The second thing about driving the 720S fast is how balanced it feels. This also conveys a hint of danger, at least at first encounter: drive this wrong and you'll pay for it. Get accustomed to the car's responses, though, and it floats through corners. This McLaren doesn't oversteer or undeersteer so much as it just corrects course with the right pedal application. The only exception to this is when the rear wing pops up as an air brake at decelerations above 0.5 g and you feel a noticeable weight shift to the rear.
There are three modes each to both the suspension and powertrain: comfort, sport, and track. McLaren representatives noted the elimation of "Normal" as the default setting, which is a nice touch. Sport and Track progressively tighten up the dual-clutch automatic shift speed and loosen up the stability control threshold. Then there's Variable Drift Control, which McLaren is keen to point out is not a magic drift mode button, but more of a variable setting to allow more and more yaw. In function it's similar to other graduated track modes like Chevy's performance traction management, but more oriented towards potential hoonage. You can also turn everything off for full Cars and Coffee social media embarrassment.
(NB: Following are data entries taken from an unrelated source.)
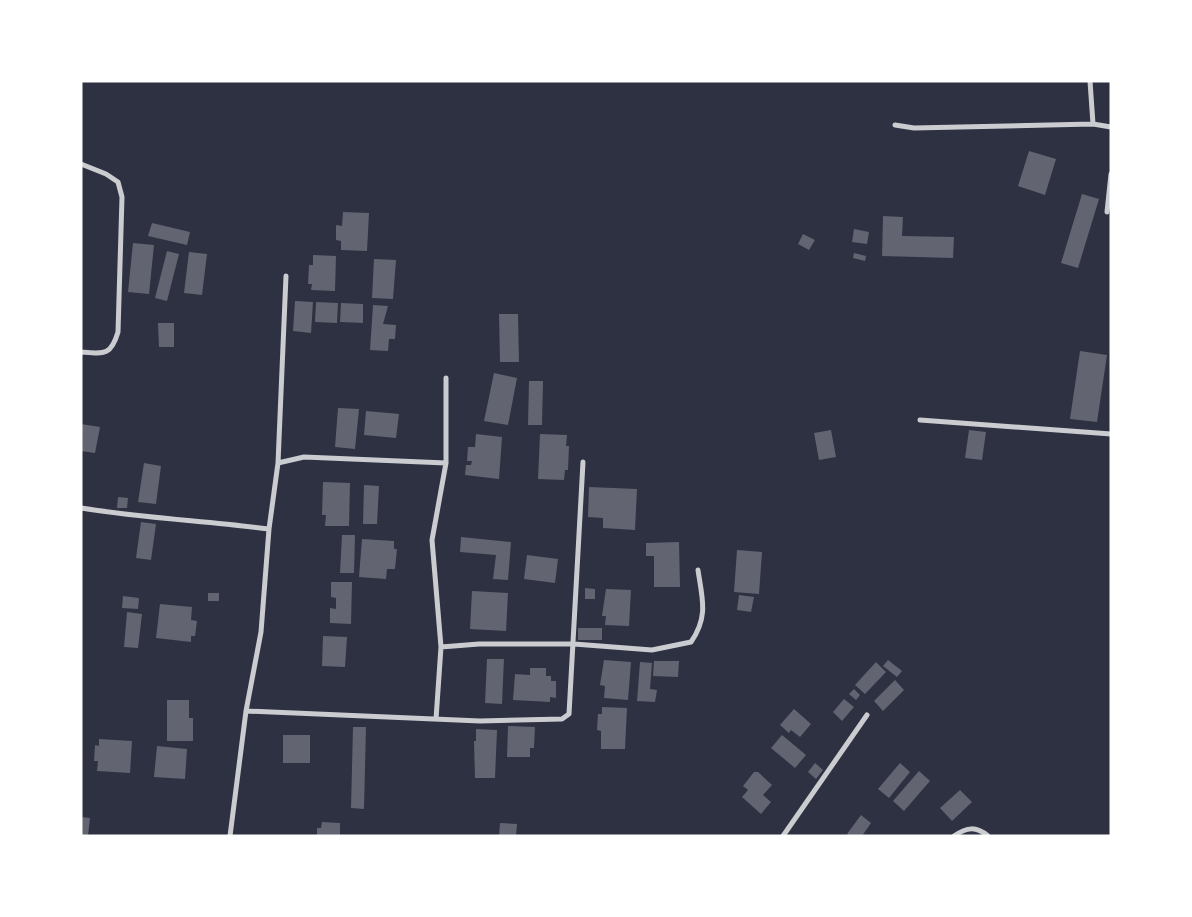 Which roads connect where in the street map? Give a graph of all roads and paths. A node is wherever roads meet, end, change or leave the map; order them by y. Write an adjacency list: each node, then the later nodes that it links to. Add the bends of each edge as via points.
1 (1090, 81): 2 (street)
2 (1094, 124): 3 (street, via 914,128); 4 (street)
3 (895, 125)
4 (1111, 127)
5 (81, 164): 9 (street, via 118,182 122,197 118,332 114,347 104,354)
6 (1111, 174): 7 (street)
7 (1107, 212)
8 (286, 276): 14 (street)
9 (81, 352)
10 (446, 378): 15 (street)
11 (920, 420): 12 (street)
12 (1111, 434)
13 (583, 462): 19 (street)
14 (278, 463): 15 (street, via 304,457); 17 (street)
15 (446, 463): 20 (street, via 432,540)
16 (81, 508): 17 (street)
17 (269, 529): 21 (street, via 260,632)
18 (698, 570): 19 (street, via 704,610 698,632 691,642 652,650)
19 (574, 644): 20 (street); 23 (street, via 569,714 562,719)
20 (441, 647): 23 (street)
21 (246, 711): 23 (street); 24 (street)
22 (867, 715): 25 (street)
23 (436, 720)
24 (230, 836)
25 (783, 836)
26 (954, 836): 27 (street, via 970,828 980,829)
27 (988, 836)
Then there's McLaren Track Telemetry (MTT), a $2,620 option on its own or $4,220 lumped in with front, rear, and in-cockpit cameras. This is the part that makes the 720S both a driver's car and a driving coach. MTT delivers a full suite of telemetry and lap timing, plus a split time display in the dashboard. Inside the car you can review video, look at data like speed, brake pedal force, and steering angle and compare it all to a reference lap. In my case I learned that compared to McLaren's pro driver I chickened out on Vallelunga's Curva Grande (duh) but did some good hard braking after the back straight (hooray for me). It will also show your theoretical fastest lap from a sessions by taking the best splits, just like in Formula one. And you can download the data and video to a USB drive for further analysis or social media embarrassment.
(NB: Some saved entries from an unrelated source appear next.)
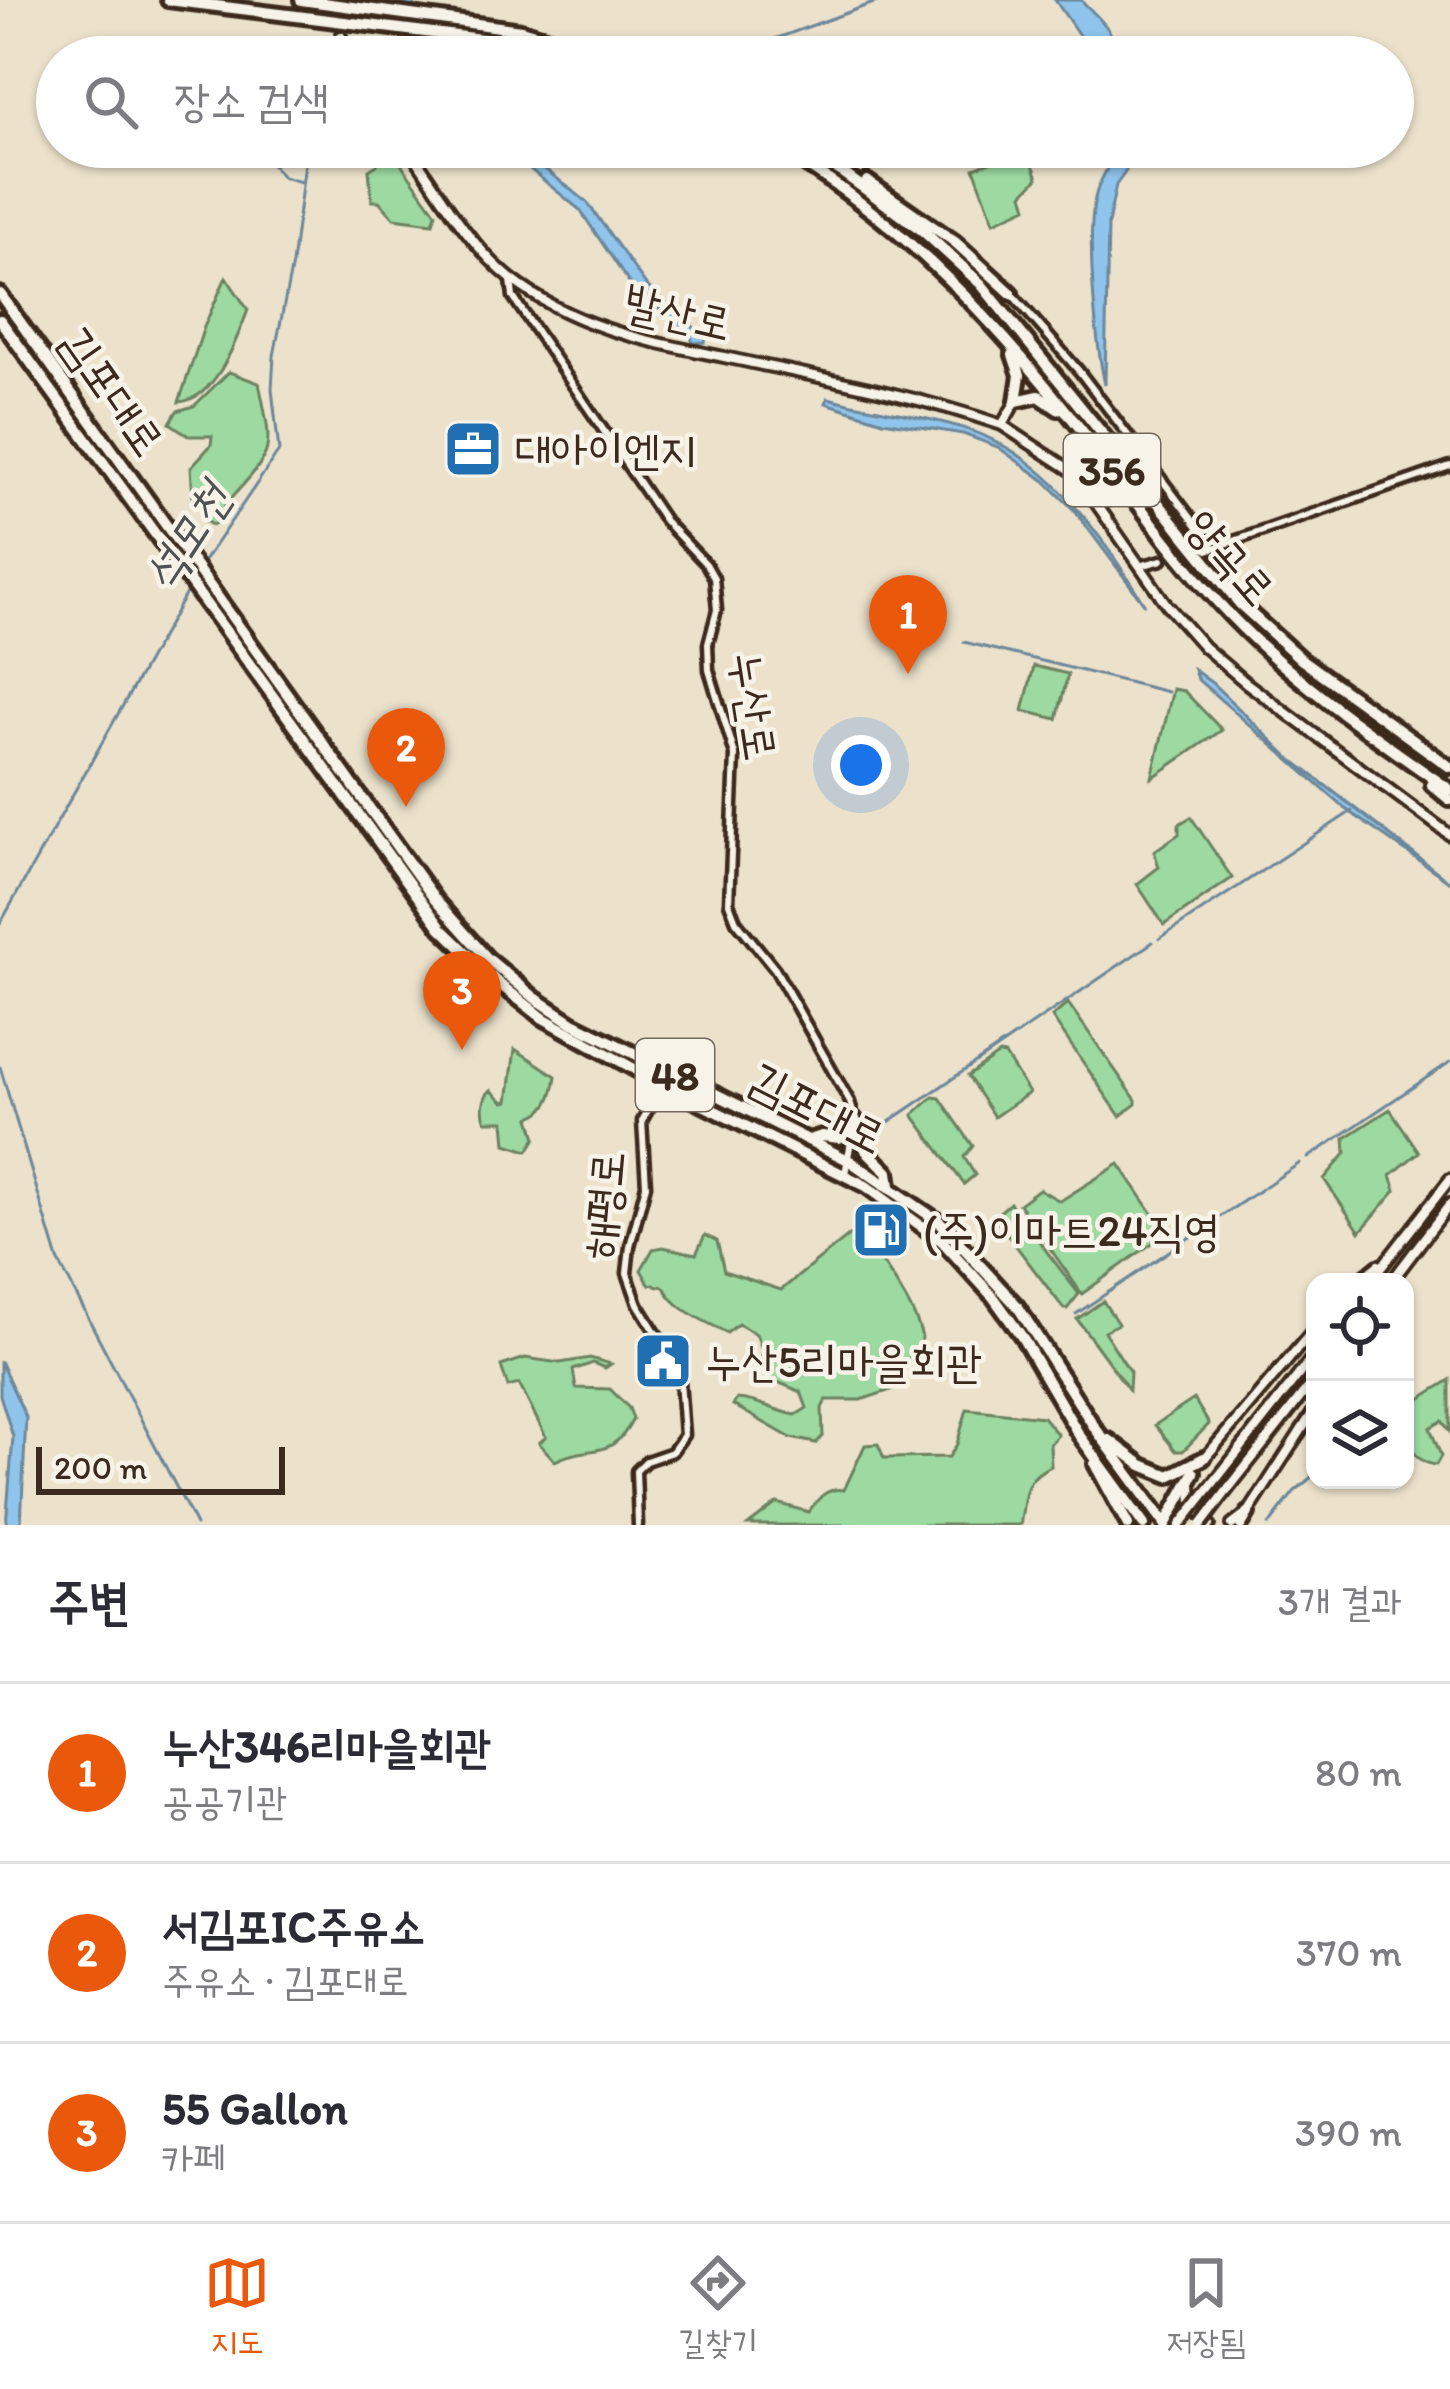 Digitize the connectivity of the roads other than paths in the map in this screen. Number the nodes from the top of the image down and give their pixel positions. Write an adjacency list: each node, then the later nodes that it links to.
1 (168, 0): 3 (main road)
2 (301, 0): 4 (main road)
3 (457, 36)
4 (545, 36)
5 (423, 168): 9 (street, 발산로)
6 (808, 168): 13 (main road, 양곡로 / 356)
7 (839, 168): 24 (main road, 양곡로 / 356)
8 (843, 168): 10 (main road)
9 (510, 278): 17 (street, 발산로); 34 (street, 누산로)
10 (1011, 293): 19 (street)
11 (0, 294): 14 (main road, 김포대로 / 48)
12 (0, 320): 15 (main road, 김포대로 / 48)
13 (999, 331): 16 (main road); 18 (main road, 양곡로 / 356)
14 (43, 353): 15 (main road); 20 (main road, 김포대로 / 48)
15 (31, 362): 20 (main road, 김포대로 / 48)
16 (1016, 401): 17 (street); 18 (main road)
17 (1002, 424): 22 (street, 발산로)
18 (1088, 439): 23 (main road, 양곡로 / 356)
19 (1450, 466)
20 (177, 552): 25 (main road, 김포대로 / 48); 27 (main road, 김포대로 / 48)
21 (1162, 560): 22 (street)
22 (1140, 566): 29 (street, 발산로)
23 (1354, 723): 26 (main road, 양곡로 / 356); 28 (main road)
24 (1450, 765)
25 (334, 784): 27 (main road); 31 (main road, 김포대로 / 48)
26 (1450, 790)
27 (360, 795): 30 (main road, 김포대로 / 48)
28 (1450, 800)
29 (1450, 835)
30 (669, 1072): 31 (street, 해평로); 32 (main road, 김포대로 / 48)
31 (662, 1085): 33 (main road, 김포대로 / 48); 55 (street, 해평로)
32 (715, 1094): 33 (main road); 35 (main road, 김포대로 / 48)
33 (708, 1108): 37 (main road, 김포대로 / 48)
34 (855, 1119): 35 (main road); 36 (street); 39 (main road)
35 (809, 1140): 36 (main road, 김포대로 / 48)
36 (850, 1161): 37 (street); 39 (main road, 김포대로 / 48)
37 (844, 1174): 50 (main road, 김포대로 / 48)
38 (1450, 1179): 41 (street)
39 (890, 1186): 49 (main road, 김포대로 / 48)
40 (1450, 1204): 44 (street)
41 (1393, 1252): 42 (street); 43 (street)
42 (1368, 1273)
43 (1377, 1273)
44 (1399, 1273)
45 (1306, 1339): 51 (street)
46 (1306, 1365): 58 (street, bridge)
47 (1313, 1381): 59 (street, bridge)
48 (1306, 1423): 53 (street)
49 (1095, 1428): 51 (main road); 54 (main road, 김포대로 / 48)
50 (1079, 1435): 56 (main road); 57 (main road, 김포대로 / 48)
51 (1204, 1458): 52 (street)
52 (1194, 1473): 54 (main road); 60 (street)
53 (1241, 1522)
54 (1165, 1524)
55 (638, 1525)
56 (1128, 1525)
57 (1144, 1525)
58 (1180, 1525)
59 (1201, 1525)
60 (1210, 1525)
McLaren's cars have always delivered an amazing combination of comfort with the performance. If there's a unique angle to the cars from Woking, other than not being Italian, it's that they meld all that performance with plenty of comfort. A major key to this is Proactive Chassis Control, McLaren's name for its hydraulic suspension that moves pressurized oil between the corners of the car. The newest evolution of this adds one accelerometer and two pressure sensors in the damper at each corner. The fun fact is that the 720S does it without anti-roll bars. The practical upside is that, especially in Comfort mode, the McLaren's ride is amazingly compliant, bordering on downright pleasant. If you long for spinal punishment, Track mode stiffens things up to barely-tolerable levels on public roads.
Along with the complaint ride is a spacious cabin, which is a surprise given how wide the doors are. There's more than a foot more car beyond your elbow. Even for a wide car that should make for a cramped cabin, but there's plenty of shoulder room and the abundance of glass in the cabin keeps things from getting claustrophobic. Cars this expensive that sell in numbers as few as the 720S have resale values that are tied closely to odometer mileage. Which is a shame, because McLaren a built a supercar perfect for long distances. It's even user friendly. Whereas Ferrari makes you fuss with pulling both shift paddles for neutral, the 720S has three big buttons for drive, neutral, and reverse.
So the McLaren 720S is a car made for driving, both on the track and, well, anywhere. And you can actually buy one, unlike the obsessive vetting process for the Ford GT. It's safe to say that in it's short history McLaren has carved out new ground in the supercar world, both in terms of accessibility (at least to the monied) and expanding the breadth of capabilities. It's also safe to say that the 720S is McLaren's best regular production car yet. At least until the next trip around the sun.